• _Problem to work on_: Pull every line of the entries that has the word "absolute".

• _Source records_:
::::::::

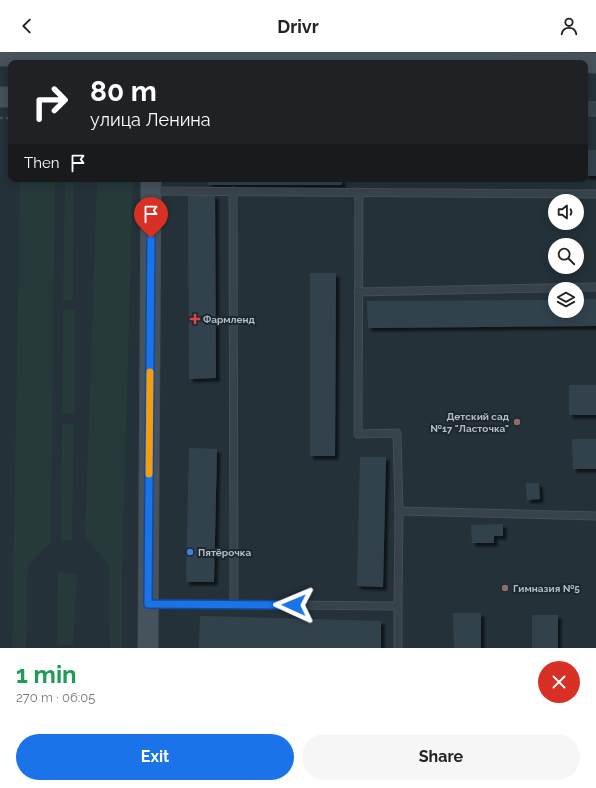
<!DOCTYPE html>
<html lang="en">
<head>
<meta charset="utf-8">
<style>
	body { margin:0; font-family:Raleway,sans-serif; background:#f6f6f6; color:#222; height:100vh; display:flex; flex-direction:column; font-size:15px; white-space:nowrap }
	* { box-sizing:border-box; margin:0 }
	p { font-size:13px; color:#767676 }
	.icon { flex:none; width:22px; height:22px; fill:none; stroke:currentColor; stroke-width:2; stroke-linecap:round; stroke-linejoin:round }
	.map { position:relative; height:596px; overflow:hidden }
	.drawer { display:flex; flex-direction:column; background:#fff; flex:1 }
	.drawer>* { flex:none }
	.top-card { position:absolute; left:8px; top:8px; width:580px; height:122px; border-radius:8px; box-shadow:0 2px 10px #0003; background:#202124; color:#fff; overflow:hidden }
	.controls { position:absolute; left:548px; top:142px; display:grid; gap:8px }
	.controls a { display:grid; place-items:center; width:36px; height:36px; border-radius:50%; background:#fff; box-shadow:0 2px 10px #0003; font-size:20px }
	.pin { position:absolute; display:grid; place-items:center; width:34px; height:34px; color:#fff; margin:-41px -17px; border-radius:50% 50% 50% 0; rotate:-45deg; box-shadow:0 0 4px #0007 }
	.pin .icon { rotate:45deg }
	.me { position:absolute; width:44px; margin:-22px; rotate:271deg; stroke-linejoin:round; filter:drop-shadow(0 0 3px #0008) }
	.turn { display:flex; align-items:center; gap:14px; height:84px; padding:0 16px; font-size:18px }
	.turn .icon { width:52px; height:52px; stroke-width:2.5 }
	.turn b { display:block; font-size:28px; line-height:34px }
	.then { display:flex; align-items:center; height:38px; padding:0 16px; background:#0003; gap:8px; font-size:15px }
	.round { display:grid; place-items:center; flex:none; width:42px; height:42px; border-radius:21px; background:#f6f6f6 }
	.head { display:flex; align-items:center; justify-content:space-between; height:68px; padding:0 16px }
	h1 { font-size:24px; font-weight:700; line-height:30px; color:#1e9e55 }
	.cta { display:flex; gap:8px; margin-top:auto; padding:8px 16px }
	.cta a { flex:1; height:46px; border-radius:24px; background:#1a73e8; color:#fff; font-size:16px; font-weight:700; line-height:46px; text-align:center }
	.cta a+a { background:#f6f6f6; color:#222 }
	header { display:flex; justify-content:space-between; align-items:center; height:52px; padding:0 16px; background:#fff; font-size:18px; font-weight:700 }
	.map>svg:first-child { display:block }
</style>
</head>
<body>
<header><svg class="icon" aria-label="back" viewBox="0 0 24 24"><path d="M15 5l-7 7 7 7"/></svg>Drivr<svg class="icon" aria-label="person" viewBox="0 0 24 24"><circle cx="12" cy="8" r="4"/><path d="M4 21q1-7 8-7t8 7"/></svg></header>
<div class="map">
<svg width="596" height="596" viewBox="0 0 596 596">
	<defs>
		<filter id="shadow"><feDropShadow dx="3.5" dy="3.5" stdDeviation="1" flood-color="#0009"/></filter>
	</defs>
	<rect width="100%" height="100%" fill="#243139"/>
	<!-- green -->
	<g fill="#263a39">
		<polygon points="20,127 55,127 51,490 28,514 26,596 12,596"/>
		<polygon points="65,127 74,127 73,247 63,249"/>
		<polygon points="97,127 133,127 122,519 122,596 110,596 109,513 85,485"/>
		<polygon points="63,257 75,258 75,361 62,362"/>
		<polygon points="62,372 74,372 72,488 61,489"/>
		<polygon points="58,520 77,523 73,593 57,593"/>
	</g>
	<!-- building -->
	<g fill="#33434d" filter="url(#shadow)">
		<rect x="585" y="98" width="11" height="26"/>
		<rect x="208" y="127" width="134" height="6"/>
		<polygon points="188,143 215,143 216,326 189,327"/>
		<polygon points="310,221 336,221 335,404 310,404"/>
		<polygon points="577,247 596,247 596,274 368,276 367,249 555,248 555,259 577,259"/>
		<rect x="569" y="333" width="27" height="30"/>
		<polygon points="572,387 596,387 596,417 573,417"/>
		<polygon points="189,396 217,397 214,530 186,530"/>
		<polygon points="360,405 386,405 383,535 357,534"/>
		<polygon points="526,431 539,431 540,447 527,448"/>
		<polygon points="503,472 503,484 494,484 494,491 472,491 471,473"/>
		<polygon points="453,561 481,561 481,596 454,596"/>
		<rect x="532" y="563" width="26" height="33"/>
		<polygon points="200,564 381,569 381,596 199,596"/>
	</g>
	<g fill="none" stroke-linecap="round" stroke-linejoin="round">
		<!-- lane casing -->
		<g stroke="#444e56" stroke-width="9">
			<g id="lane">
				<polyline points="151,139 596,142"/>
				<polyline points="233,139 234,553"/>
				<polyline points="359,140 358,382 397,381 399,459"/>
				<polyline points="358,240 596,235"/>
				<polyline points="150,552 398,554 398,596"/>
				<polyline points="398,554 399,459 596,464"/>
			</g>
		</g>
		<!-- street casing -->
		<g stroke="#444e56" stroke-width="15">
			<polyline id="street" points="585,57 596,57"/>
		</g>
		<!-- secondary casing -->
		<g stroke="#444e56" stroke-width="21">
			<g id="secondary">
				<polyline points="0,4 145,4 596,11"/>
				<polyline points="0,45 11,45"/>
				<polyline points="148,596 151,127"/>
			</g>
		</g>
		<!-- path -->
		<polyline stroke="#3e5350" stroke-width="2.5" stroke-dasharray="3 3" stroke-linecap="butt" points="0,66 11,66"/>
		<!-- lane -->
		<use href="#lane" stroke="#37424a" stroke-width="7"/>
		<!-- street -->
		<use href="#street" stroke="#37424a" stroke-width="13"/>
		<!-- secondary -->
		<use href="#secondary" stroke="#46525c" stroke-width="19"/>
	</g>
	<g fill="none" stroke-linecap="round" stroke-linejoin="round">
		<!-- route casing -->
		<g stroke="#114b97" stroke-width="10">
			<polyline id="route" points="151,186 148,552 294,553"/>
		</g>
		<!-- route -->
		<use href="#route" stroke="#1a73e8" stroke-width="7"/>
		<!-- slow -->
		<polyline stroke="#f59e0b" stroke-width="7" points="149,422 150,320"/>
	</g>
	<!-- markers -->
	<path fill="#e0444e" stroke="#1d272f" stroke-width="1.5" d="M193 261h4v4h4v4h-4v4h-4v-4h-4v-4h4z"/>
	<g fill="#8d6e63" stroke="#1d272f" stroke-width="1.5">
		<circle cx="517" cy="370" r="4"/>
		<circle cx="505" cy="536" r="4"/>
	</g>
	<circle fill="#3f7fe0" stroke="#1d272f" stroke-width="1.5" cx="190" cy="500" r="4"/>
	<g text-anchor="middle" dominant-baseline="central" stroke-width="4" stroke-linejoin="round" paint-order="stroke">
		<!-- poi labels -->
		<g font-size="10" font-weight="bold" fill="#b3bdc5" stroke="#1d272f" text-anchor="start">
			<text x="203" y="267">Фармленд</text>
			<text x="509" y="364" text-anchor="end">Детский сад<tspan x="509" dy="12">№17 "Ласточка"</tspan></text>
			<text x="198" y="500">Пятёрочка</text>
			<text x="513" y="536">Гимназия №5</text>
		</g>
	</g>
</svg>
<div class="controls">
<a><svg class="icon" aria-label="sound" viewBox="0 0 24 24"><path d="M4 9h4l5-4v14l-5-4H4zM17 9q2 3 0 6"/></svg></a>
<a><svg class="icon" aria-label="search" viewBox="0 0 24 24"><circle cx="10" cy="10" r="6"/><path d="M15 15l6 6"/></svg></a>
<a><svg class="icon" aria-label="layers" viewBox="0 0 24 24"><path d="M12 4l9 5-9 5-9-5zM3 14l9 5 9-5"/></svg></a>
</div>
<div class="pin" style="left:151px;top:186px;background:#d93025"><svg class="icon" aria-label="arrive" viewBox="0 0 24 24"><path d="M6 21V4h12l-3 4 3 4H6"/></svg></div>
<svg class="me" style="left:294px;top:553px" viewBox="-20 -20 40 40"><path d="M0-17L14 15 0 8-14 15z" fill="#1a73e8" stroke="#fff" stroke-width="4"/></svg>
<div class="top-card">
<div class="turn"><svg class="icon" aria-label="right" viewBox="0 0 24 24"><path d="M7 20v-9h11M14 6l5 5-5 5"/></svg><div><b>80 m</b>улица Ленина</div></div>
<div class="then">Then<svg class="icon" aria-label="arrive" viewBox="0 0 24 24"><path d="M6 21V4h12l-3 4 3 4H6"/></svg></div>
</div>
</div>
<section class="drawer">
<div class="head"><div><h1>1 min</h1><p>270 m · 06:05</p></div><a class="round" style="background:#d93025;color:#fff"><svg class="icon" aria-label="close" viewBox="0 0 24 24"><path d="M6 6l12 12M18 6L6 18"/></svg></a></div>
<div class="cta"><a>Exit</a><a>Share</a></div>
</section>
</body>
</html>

::::::::

• _Written answer_:
	.top-card { position:absolute; left:8px; top:8px; width:580px; height:122px; border-radius:8px; box-shadow:0 2px 10px #0003; background:#202124; color:#fff; overflow:hidden }
	.controls { position:absolute; left:548px; top:142px; display:grid; gap:8px }
	.pin { position:absolute; display:grid; place-items:center; width:34px; height:34px; color:#fff; margin:-41px -17px; border-radius:50% 50% 50% 0; rotate:-45deg; box-shadow:0 0 4px #0007 }
	.me { position:absolute; width:44px; margin:-22px; rotate:271deg; stroke-linejoin:round; filter:drop-shadow(0 0 3px #0008) }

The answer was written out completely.